The federal smart grid standards-setting effort has a new advisory board. Google’s Vint Cerf shares honors with industry giants in leading the group.

Back in September, the National Institute of Standards and Technology promised it would gather up smart grid industry and research leaders to help it choose standards for everything they plan to do from now on (see Smart Grid Standards Roadmap Unveiled).

On Thursday, that group was unveiled at the GridInterOp event in Denver, and a who's-who of power industry bigwigs – along with newcomers Google and Panasonic – have taken leadership roles.

Of course, there are more than 330 companies, utilities, universities and government entities on board. But they'll all be channeled through 23 "stakeholder category" groups, covering everything from in-home energy management and smart meter communications to how utilities and grid operation entities talk to one another (see Green Light post).

Being part of the process means shaping it, Adam Berney, partner at VC firm General Catalyst Partners, said Thursday on the sidelines of the GreenBeat conference in San Mateo, Calif. (see Green Light posts here and here).

Given that NIST's standards-setting process has been squeezed into a two-year timeframe or so – "much faster than these standards typically move" – utilities and vendors alike are no doubt eager to see their preferred standards take early leads, he said.

Many of the category leadership board spots – elected by and from the companies represented in each category – have gone to giants in the field.

Honeywell is in charge of commercial and industrial equipment and automation, for example, while Lockheed Martin Energy Solutions is in charge of independent power producers. ABB is in charge of power equipment makers, and GE Energy, utility Southern California Edison and the Electric Power Research Institute are the three "at large" board members.

As for the group that includes "information technology application developers and integrators," Vint Cerf – the scientist and one of the top contenders for the title "Father of the Internet" who's worked at Google since 2005 – is in charge.

Google's PowerMeter, a would-be free home energy web platform backed by the search giant's philanthropic arm, Google.org, has a growing list of utility and vendor partners. Microsoft's rival platform, Hohm, as well as some of the many products from startups in the space, are also lining up utility projects, though mostly in pilot-sized deployments (see Green Light post and Silver Spring Swallows Greenbox).

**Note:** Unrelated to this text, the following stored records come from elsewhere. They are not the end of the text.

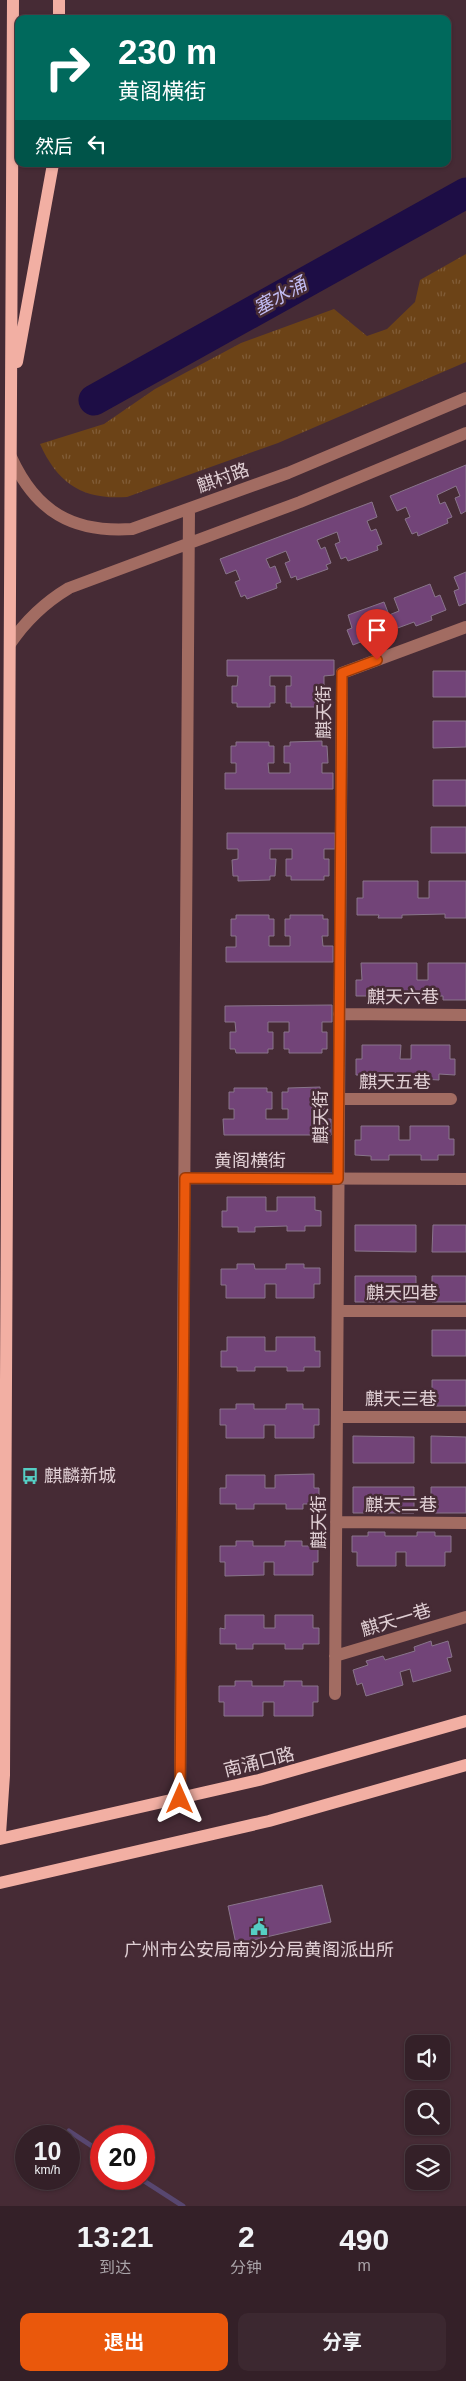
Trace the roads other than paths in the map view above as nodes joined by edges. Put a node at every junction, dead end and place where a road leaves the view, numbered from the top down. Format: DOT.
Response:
graph roads {
  1 [pos="13,0"];
  2 [pos="59,0"];
  3 [pos="59,15"];
  4 [pos="52,167"];
  5 [pos="11,396"];
  6 [pos="466,398"];
  7 [pos="466,433"];
  8 [pos="11,457"];
  9 [pos="189,509"];
  10 [pos="189,543"];
  11 [pos="466,627"];
  12 [pos="10,644"];
  13 [pos="340,1014"];
  14 [pos="466,1015"];
  15 [pos="339,1099"];
  16 [pos="451,1100"];
  17 [pos="185,1178"];
  18 [pos="338,1179"];
  19 [pos="466,1179"];
  20 [pos="338,1311"];
  21 [pos="466,1311"];
  22 [pos="337,1417"];
  23 [pos="466,1417"];
  24 [pos="336,1522"];
  25 [pos="466,1523"];
  26 [pos="466,1617"];
  27 [pos="335,1656"];
  28 [pos="335,1694"];
  29 [pos="466,1721"];
  30 [pos="466,1766"];
  31 [pos="180,1799"];
  32 [pos="0,1834"];
  33 [pos="0,1839"];
  34 [pos="0,1883"];
  1 -- 5 [label="main road"];
  2 -- 3 [label="main road"];
  4 -- 5 [label="main road"];
  5 -- 8 [label="main road"];
  6 -- 9 [label="street, 麒村路"];
  7 -- 10 [label="street"];
  8 -- 9 [label="street, 麒村路"];
  8 -- 12 [label="main road"];
  9 -- 10 [label="street"];
  10 -- 12 [label="street"];
  10 -- 17 [label="street"];
  11 -- 13 [label="street, 麒天街"];
  12 -- 32 [label="main road"];
  13 -- 14 [label="street, 麒天六巷"];
  13 -- 15 [label="street, 麒天街"];
  15 -- 16 [label="street, 麒天五巷"];
  15 -- 18 [label="street, 麒天街"];
  17 -- 18 [label="street, 黄阁横街"];
  17 -- 31 [label="street"];
  18 -- 19 [label="street, 黄阁横街"];
  18 -- 20 [label="street, 麒天街"];
  20 -- 21 [label="street, 麒天四巷"];
  20 -- 22 [label="street, 麒天街"];
  22 -- 23 [label="street, 麒天三巷"];
  22 -- 24 [label="street, 麒天街"];
  24 -- 25 [label="street, 麒天二巷"];
  24 -- 27 [label="street, 麒天街"];
  26 -- 27 [label="street, 麒天一巷"];
  27 -- 28 [label="street, 麒天街"];
  29 -- 31 [label="main road, 南涌口路"];
  30 -- 34 [label="main road"];
  31 -- 33 [label="main road, 南涌口路"];
}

Google's main ideas for the smart grid? Data has to be free, and it has to belong to the consumer, Ed Lu, the former astronaut who leads the PowerMeter program, said Thursday at GreenBeat (see Green Light post).

As for the broadly titled "consumers – residential, commercial and industrial" category, Panasonic Electric Works Laboratory of America will take the leadership role. The Japanese electronics giant is seeking to buy rival Sanyo for $4.5 billion, and plans to make a concerted push into the U.S. energy market with advanced batteries, solar cells, home fuel cells, energy-smart appliances, LED lights, and other green technologies (see Panasonic: One of the Next Green Giants?)

Some categories haven't picked a board member yet. Electric transportation is still up for grabs, as is the category for electricity and financial market traders. So is the venture capital group.

Given that the smart grid industry is expected to balloon to anything from $20 billion to $165 billion over the next decade or two, those board spots are likely to be taken soon, though.

NIST has set some deadlines on reporting on its progress on various key goals. A plan for common scheduling mechanisms for energy transactions is due by year's end, and plans for demand response signals, energy use information and electricity pricing are due early next year.

Due in mid-2010 are standards for wireless communications, electricity storage interconnection and guidelines for the use of internet protocol (IP) in smart grid deployments – a big question in the industry.